Police detain 10 human rights activists in Istanbul

Police detain 10 human rights activists in Istanbul

Police detain 10 human rights activists in Istanbul Police detained 10 human rights activists on July 5, including the Turkey head of Amnesty International, İdil Eser, at a meeting on an island off Istanbul.

The activists had gathered at a hotel on Büyükada, one of the Princes’ Islands in the Marmara Sea, where they were organizing a “digital security and information management workshop,” according to Amnesty International.

It was not immediately clear why the activists were being held.

Apart from Eser, the detained activists included İlknur Üstün from the Women’s Coalition, Günal Kurşun and Veli Acu from the Human Rights Agenda Association, Nalan Erkem and Özlem Dalkıran from the Citizen’s Assembly, Nejat Taştan from the Association for Monitoring Equal Rights and lawyer Şeyhmuz Özbekli, Amnesty stated.

It added that two foreign trainers – a German and a Swedish national – as well as the hotel owner were also among those detained.

Amnesty called for the group’s release, saying it was “profoundly disturbed and outraged” with the detentions.

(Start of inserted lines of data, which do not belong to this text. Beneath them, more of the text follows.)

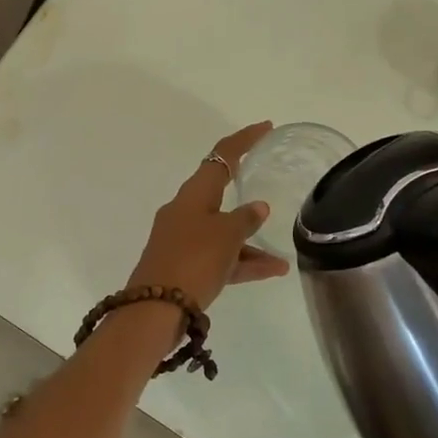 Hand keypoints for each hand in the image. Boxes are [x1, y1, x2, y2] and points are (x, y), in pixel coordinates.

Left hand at [125, 122, 289, 310]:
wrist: (155, 310)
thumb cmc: (193, 260)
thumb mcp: (226, 236)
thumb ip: (245, 219)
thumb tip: (257, 208)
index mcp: (193, 195)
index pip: (221, 156)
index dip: (244, 140)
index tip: (266, 127)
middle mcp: (185, 212)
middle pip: (219, 192)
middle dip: (245, 189)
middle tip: (269, 177)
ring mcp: (183, 240)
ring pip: (223, 231)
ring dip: (250, 241)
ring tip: (281, 259)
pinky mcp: (183, 266)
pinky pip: (219, 257)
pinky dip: (242, 262)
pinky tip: (272, 272)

“This is a grotesque abuse of power and highlights the precarious situation facing human rights activists in the country,” said Amnesty International Secretary General Salil Shetty.

A representative from the Citizen’s Assembly later told BBC Turkish that the owner of the hotel was later released, while the foreign trainers identified as Ali Gharavi and Peter Steudtner were being held at the police station on Büyükada.

The detentions came less than a month after a court imprisoned the chairman of Amnesty’s Turkey branch pending trial, Taner Kılıç, on charges of “membership with a terrorist organization” following the July 2016 failed coup attempt.

EU Enlargement Commissioner Johannes Hahn, who was visiting Turkey to discuss the country’s accession progress, said the detentions would form part of his discussions in Ankara. 

“The arrests of people in last night’s arrests, for instance, are issues that need to be addressed in terms of friendship and mutual understanding. That’s why we are here,” Hahn told reporters.